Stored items
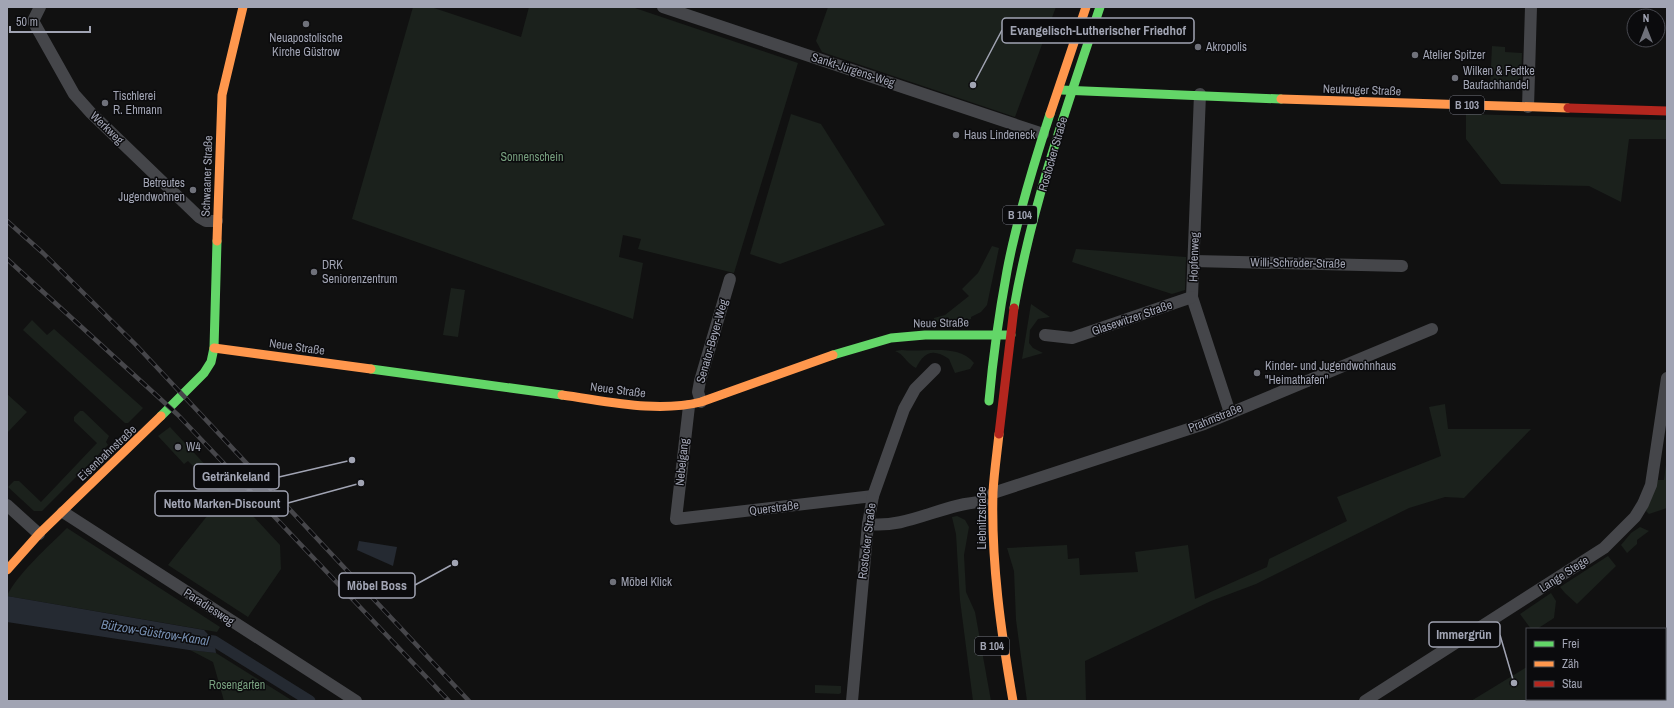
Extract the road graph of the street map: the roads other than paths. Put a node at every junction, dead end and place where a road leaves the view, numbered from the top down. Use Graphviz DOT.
graph roads {
  1 [pos="40,7"];
  2 [pos="243,7"];
  3 [pos="663,7"];
  4 [pos="1086,7"];
  5 [pos="1100,7"];
  6 [pos="1531,7"];
  7 [pos="1057,89"];
  8 [pos="1072,90"];
  9 [pos="1200,94"];
  10 [pos="1528,107"];
  11 [pos="1667,111"];
  12 [pos="1043,134"];
  13 [pos="217,221"];
  14 [pos="1194,261"];
  15 [pos="1402,266"];
  16 [pos="730,279"];
  17 [pos="1192,297"];
  18 [pos="1432,329"];
  19 [pos="996,335"];
  20 [pos="1011,335"];
  21 [pos="1046,335"];
  22 [pos="214,348"];
  23 [pos="935,369"];
  24 [pos="1667,378"];
  25 [pos="701,402"];
  26 [pos="689,406"];
  27 [pos="989,411"];
  28 [pos="1230,413"];
  29 [pos="984,480"];
  30 [pos="993,492"];
  31 [pos="872,496"];
  32 [pos="7,505"];
  33 [pos="983,505"];
  34 [pos="63,512"];
  35 [pos="676,519"];
  36 [pos="868,524"];
  37 [pos="39,534"];
  38 [pos="7,570"];
  39 [pos="356,701"];
  40 [pos="852,701"];
  41 [pos="1012,701"];
  42 [pos="1365,701"];
  1 -- 13 [label="street, Werkweg"];
  2 -- 13 [label="main road, Schwaaner Straße"];
  3 -- 12 [label="street, Sankt-Jürgens-Weg"];
  4 -- 7 [label="main road"];
  5 -- 8 [label="main road, Rostocker Straße"];
  6 -- 10 [label="street"];
  7 -- 8 [label="main road, Neukruger Straße"];
  7 -- 12 [label="main road, B 104"];
  8 -- 9 [label="main road, Neukruger Straße / B 103"];
  8 -- 20 [label="main road, Rostocker Straße / B 104"];
  9 -- 10 [label="main road, Neukruger Straße / B 103"];
  9 -- 14 [label="street, Hopfenweg"];
  10 -- 11 [label="main road, Neukruger Straße / B 103"];
  12 -- 19 [label="main road, Rostocker Straße / B 104"];
  13 -- 22 [label="main road, Schwaaner Straße"];
  14 -- 15 [label="street, Willi-Schröder-Straße"];
  14 -- 17 [label="street, Hopfenweg"];
  16 -- 25 [label="street, Senator-Beyer-Weg"];
  17 -- 21 [label="street, Glasewitzer Straße"];
  17 -- 28 [label="street, Hopfenweg"];
  18 -- 28 [label="street, Prahmstraße"];
  19 -- 20 [label="main road, Neue Straße"];
  19 -- 25 [label="main road, Neue Straße"];
  19 -- 27 [label="main road, B 104"];
  20 -- 30 [label="main road, Liebnitzstraße / B 104"];
  22 -- 26 [label="main road, Neue Straße"];
  22 -- 34 [label="main road, Eisenbahnstraße"];
  23 -- 31 [label="street, Rostocker Straße"];
  24 -- 42 [label="street, Lange Stege"];
  25 -- 26 [label="main road, Neue Straße"];
  26 -- 35 [label="street, Nebelgang"];
  28 -- 30 [label="street, Prahmstraße"];
  29 -- 33 [label="main road, Liebnitzstraße"];
  30 -- 41 [label="main road, Liebnitzstraße / B 104"];
  31 -- 35 [label="street, Querstraße"];
  31 -- 36 [label="street, Rostocker Straße"];
  32 -- 37 [label="street"];
  33 -- 36 [label="street"];
  34 -- 37 [label="main road, Eisenbahnstraße"];
  34 -- 39 [label="street, Paradiesweg"];
  36 -- 40 [label="street, Rostocker Straße"];
  37 -- 38 [label="main road, Eisenbahnstraße"];
}
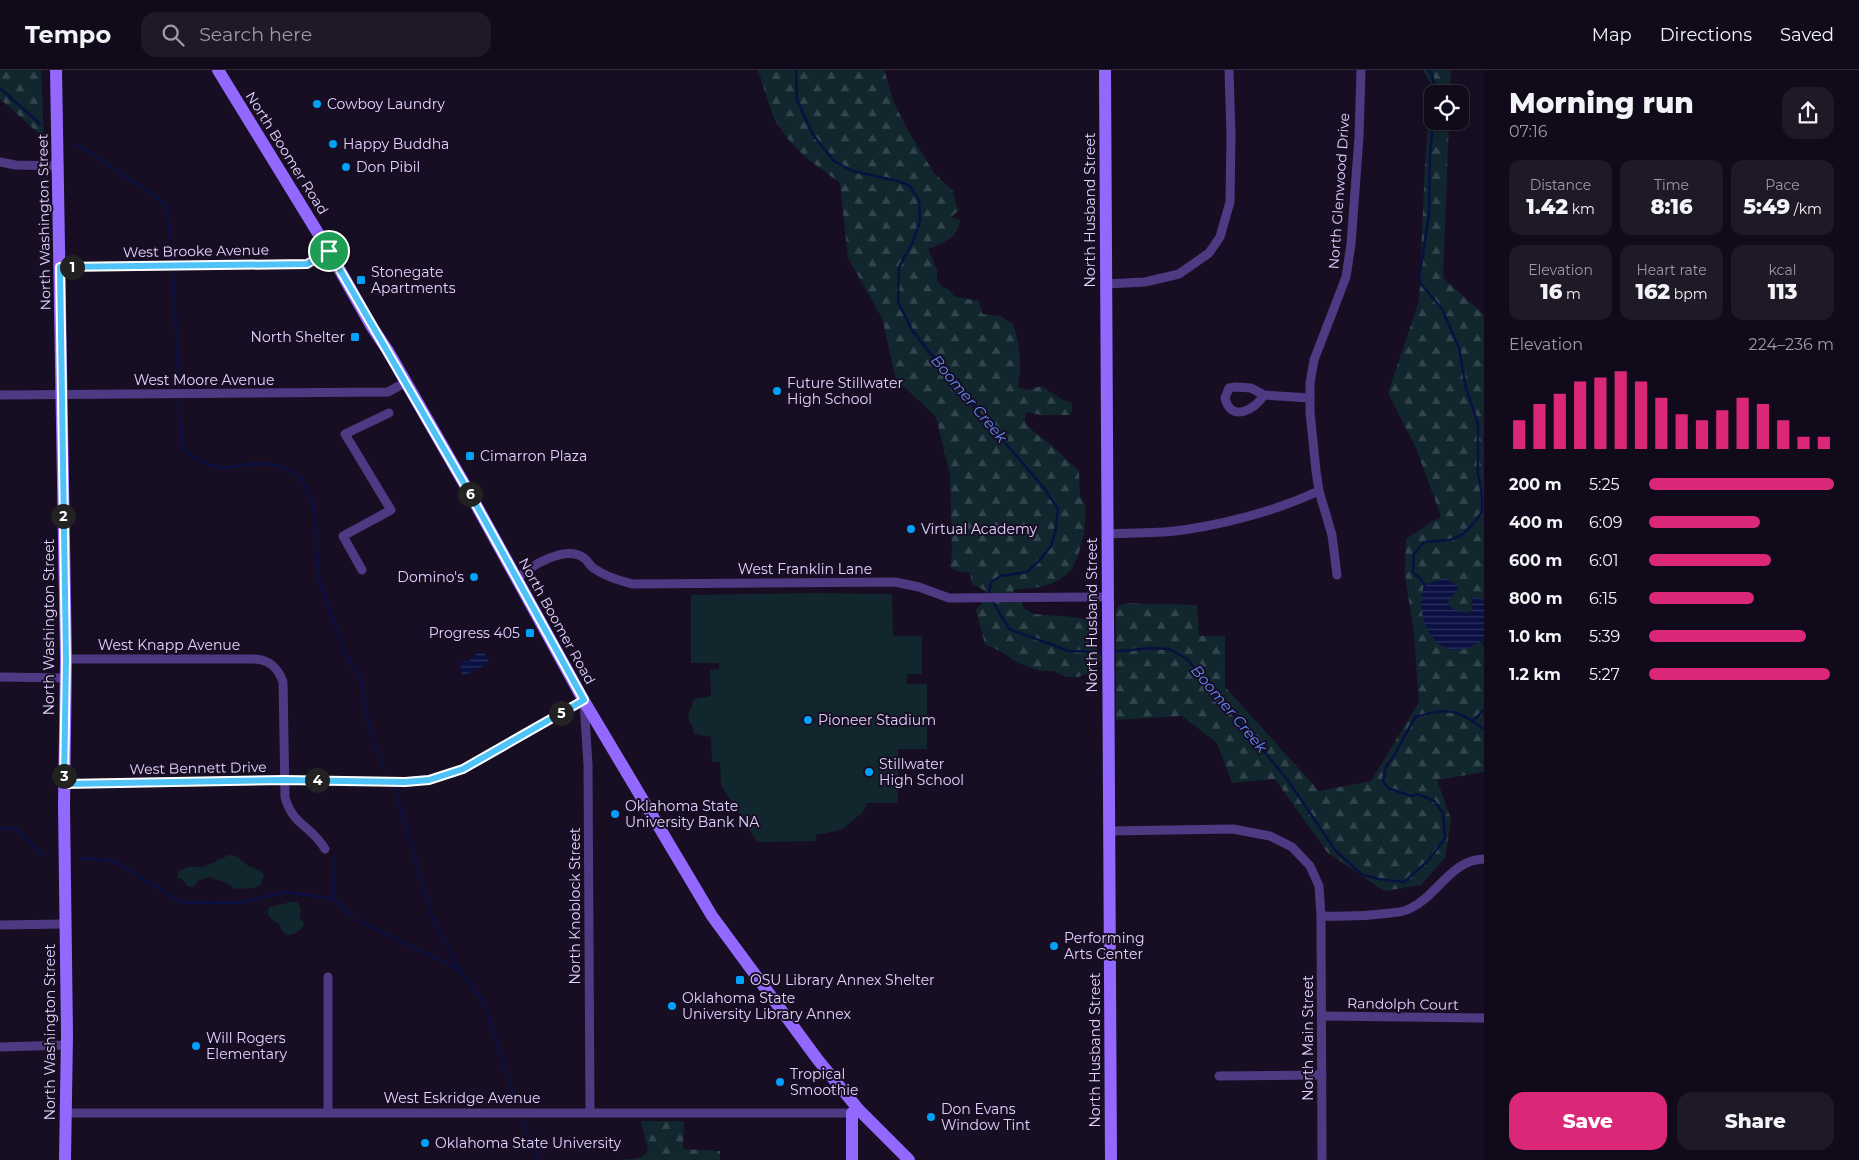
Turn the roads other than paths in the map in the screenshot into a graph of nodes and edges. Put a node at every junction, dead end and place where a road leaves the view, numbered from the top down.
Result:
1 (56, 70) edge
2 (62, 70) edge
3 (218, 70) edge
4 (1105, 70) edge
5 (1230, 70) edge
6 (1361, 70) edge
7 (58, 94) junction
8 (0, 162) edge
9 (59, 166) junction
10 (329, 251) junction
11 (60, 267) junction
12 (1105, 284) junction
13 (406, 382) junction
14 (0, 395) edge
15 (61, 395) junction
16 (1264, 395) dead end
17 (1310, 398) junction
18 (389, 413) dead end
19 (1319, 490) junction
20 (1107, 534) junction
21 (362, 570) dead end
22 (1337, 575) dead end
23 (517, 579) junction
24 (1107, 597) junction
25 (66, 659) junction
26 (0, 677) edge
27 (65, 678) junction
28 (584, 700) junction
29 (284, 780) junction
30 (64, 784) junction
31 (1109, 831) junction
32 (325, 849) dead end
33 (1484, 859) edge
34 (1321, 916) junction
35 (64, 924) junction
36 (0, 925) edge
37 (328, 977) dead end
38 (1322, 1016) junction
39 (1484, 1018) edge
40 (66, 1045) junction
41 (0, 1047) edge
42 (1322, 1075) junction
43 (1219, 1076) dead end
44 (328, 1112) junction
45 (590, 1112) junction
46 (855, 1112) junction
47 (65, 1113) junction
48 (65, 1160) edge
49 (852, 1160) edge
50 (909, 1160) edge
51 (1111, 1160) edge
52 (1322, 1160) edge

1 - 7 main road, North Washington Street
2 - 7 main road, North Washington Street
3 - 10 main road, North Boomer Road
4 - 12 main road, North Husband Street
5 - 12 street
6 - 17 street, North Glenwood Drive
7 - 9 main road, North Washington Street
8 - 9 street
9 - 11 main road, North Washington Street
10 - 11 street, West Brooke Avenue
10 - 13 main road, North Boomer Road
11 - 15 main road, North Washington Street
12 - 20 main road, North Husband Street
13 - 15 street, West Moore Avenue
13 - 23 main road, North Boomer Road
14 - 15 street, West Moore Avenue
15 - 25 main road, North Washington Street
16 - 17 street
17 - 19 street, North Glenwood Drive
18 - 21 street
19 - 20 street
19 - 22 street, North Glenwood Drive
20 - 24 main road, North Husband Street
23 - 24 street, West Franklin Lane
23 - 28 main road, North Boomer Road
24 - 31 main road, North Husband Street
25 - 27 main road, North Washington Street
25 - 29 street, West Knapp Avenue
26 - 27 street
27 - 30 main road, North Washington Street
28 - 29 street, West Bennett Drive
28 - 45 street, North Knoblock Street
28 - 46 main road, North Boomer Road
29 - 30 street, West Bennett Drive
29 - 32 street
30 - 35 main road, North Washington Street
31 - 34 street, North Main Street
31 - 51 main road, North Husband Street
33 - 34 street
34 - 38 street, North Main Street
35 - 36 street
35 - 40 main road, North Washington Street
37 - 44 street
38 - 39 street, Randolph Court
38 - 42 street, North Main Street
40 - 41 street
40 - 47 main road, North Washington Street
42 - 43 street
42 - 52 street, North Main Street
44 - 45 street, West Eskridge Avenue
44 - 47 street, West Eskridge Avenue
45 - 46 street, West Eskridge Avenue
46 - 49 main road
46 - 50 main road, North Boomer Road
47 - 48 main road, North Washington Street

**Assigned task**
Go through the records above and return each line in which the word "Husband" occurs.

**Exercise solution**
4 - 12 main road, North Husband Street
12 - 20 main road, North Husband Street
20 - 24 main road, North Husband Street
24 - 31 main road, North Husband Street
31 - 51 main road, North Husband Street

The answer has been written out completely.